*What needs to be done:* In the copy, include no pictures. Reproduce the rest of the entries exactly.

-- Opening Marker --

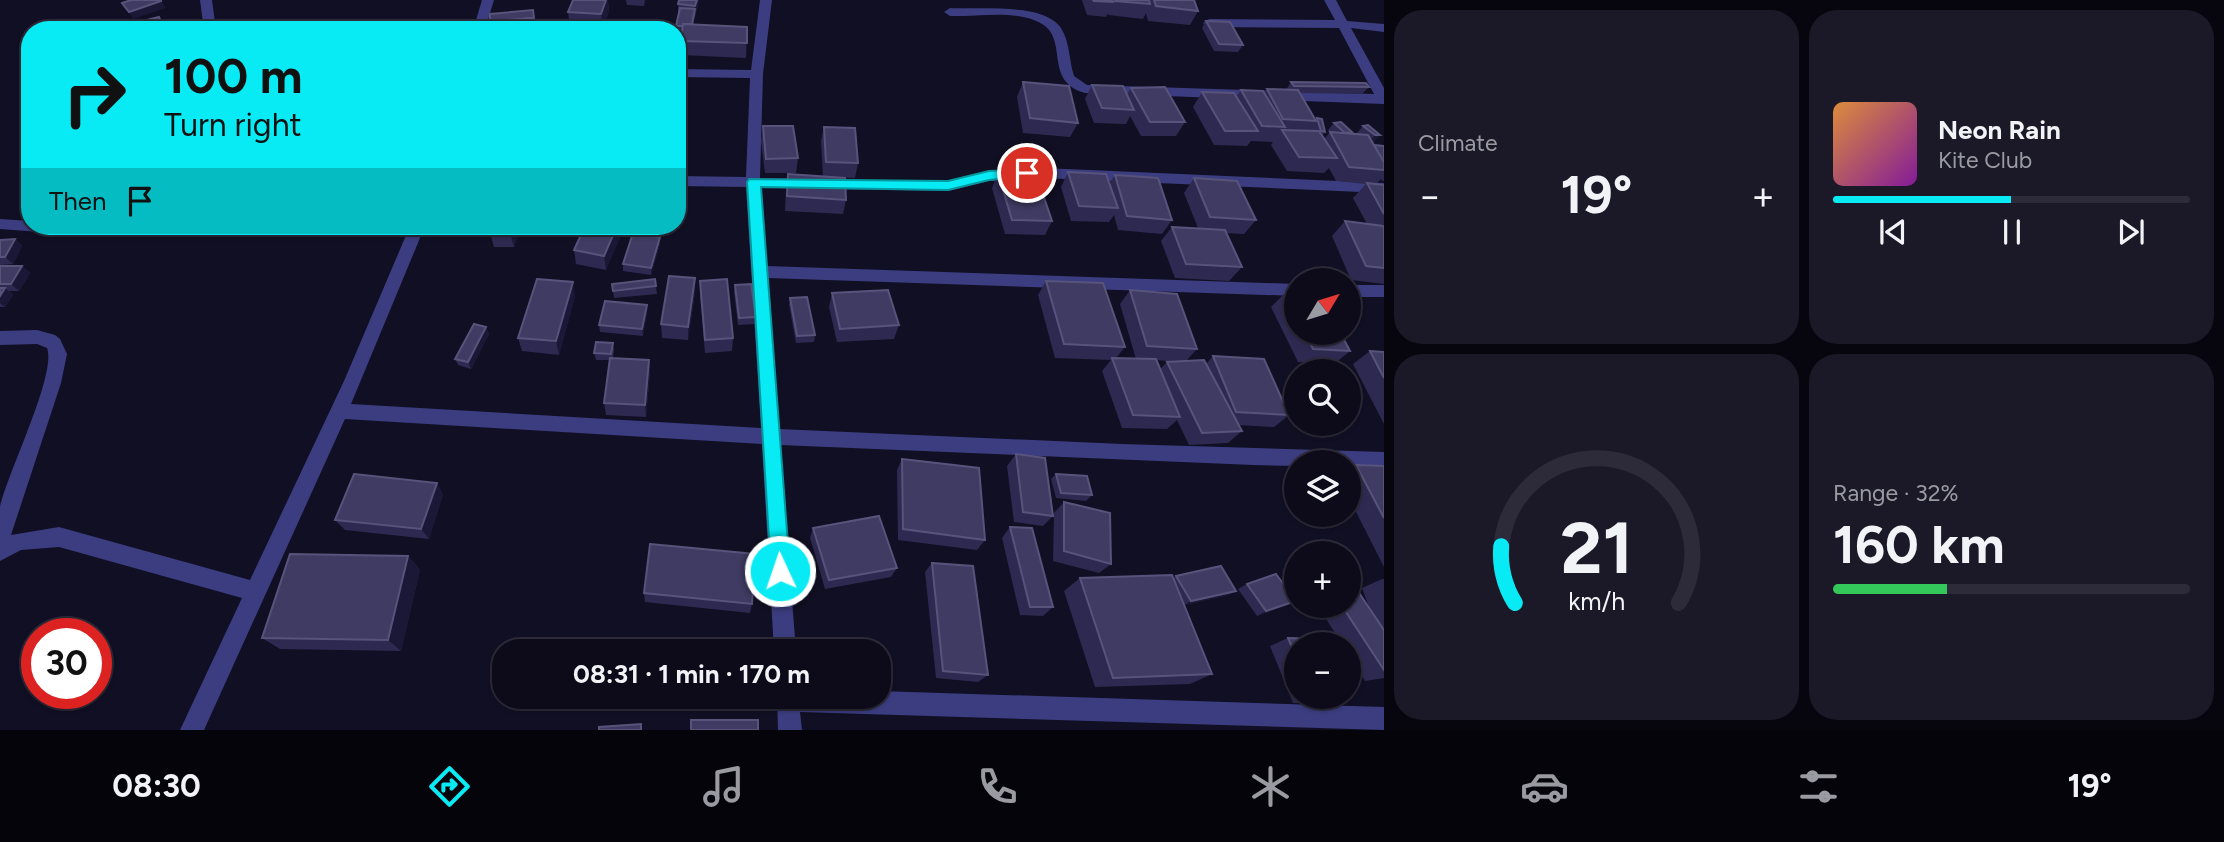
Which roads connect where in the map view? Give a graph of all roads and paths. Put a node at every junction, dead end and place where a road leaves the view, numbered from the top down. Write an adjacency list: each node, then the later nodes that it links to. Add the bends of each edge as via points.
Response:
1 (206, 0): 6 (street)
2 (488, 0): 7 (street)
3 (766, 0): 12 (street)
4 (1330, 0): 9 (street)
5 (950, 12): 13 (street, via 1033,17 1051,23 1057,30 1066,76 1085,89)
6 (210, 21)
7 (482, 21)
8 (1205, 23): 9 (street)
9 (1342, 24): 10 (street); 13 (street)
10 (1384, 28)
11 (686, 73): 12 (street)
12 (758, 74): 15 (street)
13 (1381, 92)
14 (686, 181): 15 (street)
15 (754, 182): 16 (street, via 948,186 989,176 1043,173); 20 (street)
16 (1384, 188)
17 (0, 224): 18 (street)
18 (21, 226)
19 (413, 235): 25 (street)
20 (760, 272): 21 (street); 26 (street)
21 (1284, 290)
22 (1362, 291): 23 (street)
23 (1384, 291)
24 (0, 338): 28 (street, via 49,340 58,354)
25 (338, 411): 26 (street); 30 (street)
26 (772, 438): 27 (street); 31 (street)
27 (1384, 460)
28 (0, 537)
29 (0, 551): 30 (street, via 19,541 58,537)
30 (256, 592): 35 (street)
31 (784, 639)
32 (891, 702): 34 (street)
33 (789, 709): 36 (street)
34 (1384, 719)
35 (192, 730)
36 (790, 730)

-- Closing Marker --

*Exercise response:*
Which roads connect where in the map view? Give a graph of all roads and paths. Put a node at every junction, dead end and place where a road leaves the view, numbered from the top down. Write an adjacency list: each node, then the later nodes that it links to. Add the bends of each edge as via points.
Response:
1 (206, 0): 6 (street)
2 (488, 0): 7 (street)
3 (766, 0): 12 (street)
4 (1330, 0): 9 (street)
5 (950, 12): 13 (street, via 1033,17 1051,23 1057,30 1066,76 1085,89)
6 (210, 21)
7 (482, 21)
8 (1205, 23): 9 (street)
9 (1342, 24): 10 (street); 13 (street)
10 (1384, 28)
11 (686, 73): 12 (street)
12 (758, 74): 15 (street)
13 (1381, 92)
14 (686, 181): 15 (street)
15 (754, 182): 16 (street, via 948,186 989,176 1043,173); 20 (street)
16 (1384, 188)
17 (0, 224): 18 (street)
18 (21, 226)
19 (413, 235): 25 (street)
20 (760, 272): 21 (street); 26 (street)
21 (1284, 290)
22 (1362, 291): 23 (street)
23 (1384, 291)
24 (0, 338): 28 (street, via 49,340 58,354)
25 (338, 411): 26 (street); 30 (street)
26 (772, 438): 27 (street); 31 (street)
27 (1384, 460)
28 (0, 537)
29 (0, 551): 30 (street, via 19,541 58,537)
30 (256, 592): 35 (street)
31 (784, 639)
32 (891, 702): 34 (street)
33 (789, 709): 36 (street)
34 (1384, 719)
35 (192, 730)
36 (790, 730)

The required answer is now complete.